L’avertissement est formulé clairement. Dans leur communiqué final, publié mercredi en fin de journée après la réunion du conseil de l’atlantique nord à Washington, les 32 alliés de l’Otan ont mis en garde la Chine contre son soutien accru à la Russie, près de deux ans et demi après le début de la guerre en Ukraine. «La Chine ne peut rendre possible la poursuite de la plus grande guerre que l’Europe ait connue dans son histoire récente sans que cela nuise à ses intérêts et à sa réputation», ont écrit les alliés. La Chine «joue désormais un rôle déterminant dans la guerre menée par la Russie au travers de son partenariat dit “sans limites” et du large soutien qu’elle apporte à la base industrielle de défense russe, ce qui accroît la menace que représente pour ses voisins et la sécurité atlantique».

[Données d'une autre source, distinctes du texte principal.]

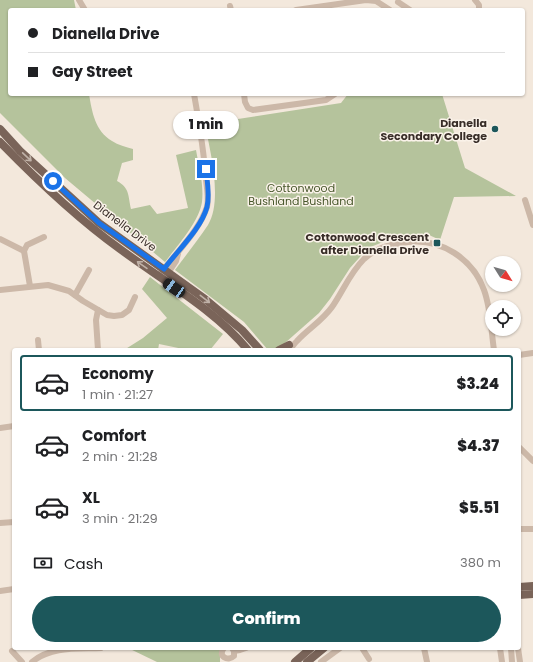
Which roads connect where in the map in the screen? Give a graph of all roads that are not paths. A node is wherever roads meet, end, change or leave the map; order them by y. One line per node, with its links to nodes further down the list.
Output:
1 (398, 1): 4 (street)
2 (311, 8): 3 (street)
3 (386, 8)
4 (407, 8)
5 (194, 96): 16 (street)
6 (244, 96): 7 (street)
7 (332, 96)
8 (0, 130): 16 (main road, Dianella Drive, one-way to 16)
9 (0, 142): 17 (main road, Dianella Drive, one-way to 9)
10 (526, 200): 11 (street)
11 (533, 225)
12 (44, 237): 14 (street)
13 (0, 239): 14 (street)
14 (24, 251): 18 (street)
15 (89, 270): 20 (street)
16 (166, 270): 17 (street); 24 (main road, Dianella Drive, one-way to 24)
17 (160, 278): 27 (main road, Dianella Drive)
18 (30, 286): 19 (street); 20 (street)
19 (0, 290)
20 (74, 294): 22 (street)
21 (135, 298): 22 (street)
22 (98, 310): 26 (street)
23 (38, 340): 25 (street)
24 (254, 342): 28 (main road, Dianella Drive); 29 (main road)
25 (39, 348)
26 (98, 348)
27 (246, 348)
28 (258, 348)
29 (262, 348)
30 (286, 348): 31 (street)
31 (494, 348)
32 (533, 353): 33 (street)
33 (521, 355)
34 (12, 426): 35 (street)
35 (0, 428)
36 (521, 449): 37 (street)
37 (533, 461)
38 (12, 522): 39 (street)
39 (0, 523)
40 (521, 529): 41 (street)
41 (533, 529)
42 (533, 586): 43 (main road)
43 (521, 587)
44 (12, 589): 45 (street)
45 (0, 591)
46 (533, 594): 47 (main road)
47 (521, 595)
48 (57, 650): 63 (street)
49 (223, 650): 61 (street)
50 (233, 650): 61 (street)
51 (309, 650): 64 (main road)
52 (322, 650): 65 (main road)
53 (337, 650): 66 (street)
54 (363, 650): 60 (street)
55 (424, 650): 67 (street)
56 (500, 650): 68 (street)
57 (511, 650): 69 (street)
58 (518, 650): 70 (street)
59 (12, 651): 62 (street)
60 (369, 660)
61 (228, 661)
62 (22, 662)
63 (32, 662)
64 (295, 662)
65 (307, 662)
66 (321, 662)
67 (427, 662)
68 (502, 662)
69 (512, 662)
70 (520, 662)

Le message est simple : Pékin doit cesser de soutenir matériellement Moscou. Durant sa conférence de presse, le secrétaire général de l’Otan, Jens Stoltenberg, a résumé le sujet : «La Chine fournit des équipements qui permettent à la Russie de construire les missiles et les bombes» qui frappent l’Ukraine. Le propos résonne durement quelques jours après la frappe qui a touché un hôpital pour enfants à Kiev.

Défis systémiques

Les alliés ne mettent pas encore sur le même plan la «menace» que représente la Russie pour leur sécurité et la Chine qui pose «des défis systémiques pour la sécurité euroatlantique». Les Européens, et notamment la France, ne sont pas tous alignés derrière les États-Unis qui ont fait de Pékin leur principal enjeu. C’est pourquoi l’Otan se dit toujours «disposée à interagir avec la Chine de façon constructive, notamment au profit d’une plus grande transparence mutuelle». Mais la liste des défis est préoccupante. «Nous constatons que la Chine est à l’origine d’incessantes activités cyberet hybrides malveillantes, y compris d’activités de désinformation. (…) Nous sommes préoccupés par les développements ayant trait aux capacités et activités spatiales de la Chine. (…) La Chine continue de développer et de diversifier son arsenal nucléaire à un rythme soutenu, se dotant d’un plus grand nombre de têtes nucléaires et de vecteurs sophistiqués», écrivent les alliés.

L’Otan s’alarme de la formation, contre l’Occident, d’une alliance de puissances révisionnistes. L’Iran et la Corée du Nord sont mentionnées. La Russie et la Chine en sont les fers de lance. «Le resserrement du partenariat stratégique entre la Russie et la Chine, ainsi que leurs tentatives, se conjuguant entre elles, qui visent à déstabiliser l’ordre international fondé sur des règles et à le remodeler, suscitent de profondes préoccupations», lit-on dans le communiqué de l’Alliance. Le texte durcit un peu plus le ton en comparaison avec celui du communiqué du sommet de Vilnius l’année dernière. L’inflexion se lit dans les détails. L’année dernière, l’Otan concédait «le flou» dans les intentions de Pékin. Le terme a disparu. En 2023, les alliés exhortaient la Chine à agir de façon «responsable» vis-à-vis de la Russie. L’espoir semble s’amoindrir. Pour Jens Stoltenberg, le risque d’un «basculement stratégique majeur» est réel. «Nous sommes face à des menaces d’envergure planétaire, liées les unes aux autres», souligne le communiqué du sommet de Washington.

L’Otan regarde de plus en plus vers l’Indo-pacifique. Même si des États membres, comme la France, rappellent que la vocation de l’Alliance est la sécurité de la zone euroatlantique, beaucoup s’inquiètent de l’entremêlement des menaces et des théâtres de compétition. Jeudi, les alliés accueilleront pour une dernière session de travail, comme l’année dernière, les dirigeants japonais, coréen, australien et néo-zélandais.